* [TASK DIRECTIONS] Write out the records below word for word, please.
-- Opening Marker --
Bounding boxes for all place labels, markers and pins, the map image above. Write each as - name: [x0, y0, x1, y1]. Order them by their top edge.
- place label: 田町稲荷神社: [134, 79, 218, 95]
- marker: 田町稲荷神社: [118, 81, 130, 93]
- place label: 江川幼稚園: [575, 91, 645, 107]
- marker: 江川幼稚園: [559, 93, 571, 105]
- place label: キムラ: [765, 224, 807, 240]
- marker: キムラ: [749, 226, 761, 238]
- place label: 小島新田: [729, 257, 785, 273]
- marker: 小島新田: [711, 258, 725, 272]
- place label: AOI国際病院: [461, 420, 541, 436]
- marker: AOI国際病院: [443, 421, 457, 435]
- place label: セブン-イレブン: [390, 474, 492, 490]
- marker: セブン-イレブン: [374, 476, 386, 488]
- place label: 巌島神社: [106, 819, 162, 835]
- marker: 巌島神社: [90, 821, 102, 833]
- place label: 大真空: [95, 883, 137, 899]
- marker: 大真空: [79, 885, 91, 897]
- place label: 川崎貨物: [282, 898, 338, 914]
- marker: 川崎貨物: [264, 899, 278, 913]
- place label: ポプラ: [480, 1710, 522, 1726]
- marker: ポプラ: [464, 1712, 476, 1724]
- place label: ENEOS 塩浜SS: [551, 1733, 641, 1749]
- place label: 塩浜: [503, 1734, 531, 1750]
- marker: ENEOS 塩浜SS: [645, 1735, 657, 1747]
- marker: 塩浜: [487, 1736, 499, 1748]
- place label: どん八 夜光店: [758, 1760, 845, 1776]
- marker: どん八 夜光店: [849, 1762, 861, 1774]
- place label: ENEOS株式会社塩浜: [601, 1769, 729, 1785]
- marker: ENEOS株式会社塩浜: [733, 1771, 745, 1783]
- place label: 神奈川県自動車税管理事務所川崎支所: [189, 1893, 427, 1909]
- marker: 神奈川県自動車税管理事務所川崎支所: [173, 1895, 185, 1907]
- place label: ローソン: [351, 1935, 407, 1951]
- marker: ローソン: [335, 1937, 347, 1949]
-- Closing Marker --
* [WRITTEN SOLUTION]
Bounding boxes for all place labels, markers and pins, the map image above. Write each as - name: [x0, y0, x1, y1]. Order them by their top edge.
- place label: 田町稲荷神社: [134, 79, 218, 95]
- marker: 田町稲荷神社: [118, 81, 130, 93]
- place label: 江川幼稚園: [575, 91, 645, 107]
- marker: 江川幼稚園: [559, 93, 571, 105]
- place label: キムラ: [765, 224, 807, 240]
- marker: キムラ: [749, 226, 761, 238]
- place label: 小島新田: [729, 257, 785, 273]
- marker: 小島新田: [711, 258, 725, 272]
- place label: AOI国際病院: [461, 420, 541, 436]
- marker: AOI国際病院: [443, 421, 457, 435]
- place label: セブン-イレブン: [390, 474, 492, 490]
- marker: セブン-イレブン: [374, 476, 386, 488]
- place label: 巌島神社: [106, 819, 162, 835]
- marker: 巌島神社: [90, 821, 102, 833]
- place label: 大真空: [95, 883, 137, 899]
- marker: 大真空: [79, 885, 91, 897]
- place label: 川崎貨物: [282, 898, 338, 914]
- marker: 川崎貨物: [264, 899, 278, 913]
- place label: ポプラ: [480, 1710, 522, 1726]
- marker: ポプラ: [464, 1712, 476, 1724]
- place label: ENEOS 塩浜SS: [551, 1733, 641, 1749]
- place label: 塩浜: [503, 1734, 531, 1750]
- marker: ENEOS 塩浜SS: [645, 1735, 657, 1747]
- marker: 塩浜: [487, 1736, 499, 1748]
- place label: どん八 夜光店: [758, 1760, 845, 1776]
- marker: どん八 夜光店: [849, 1762, 861, 1774]
- place label: ENEOS株式会社塩浜: [601, 1769, 729, 1785]
- marker: ENEOS株式会社塩浜: [733, 1771, 745, 1783]
- place label: 神奈川県自動車税管理事務所川崎支所: [189, 1893, 427, 1909]
- marker: 神奈川県自動車税管理事務所川崎支所: [173, 1895, 185, 1907]
- place label: ローソン: [351, 1935, 407, 1951]
- marker: ローソン: [335, 1937, 347, 1949]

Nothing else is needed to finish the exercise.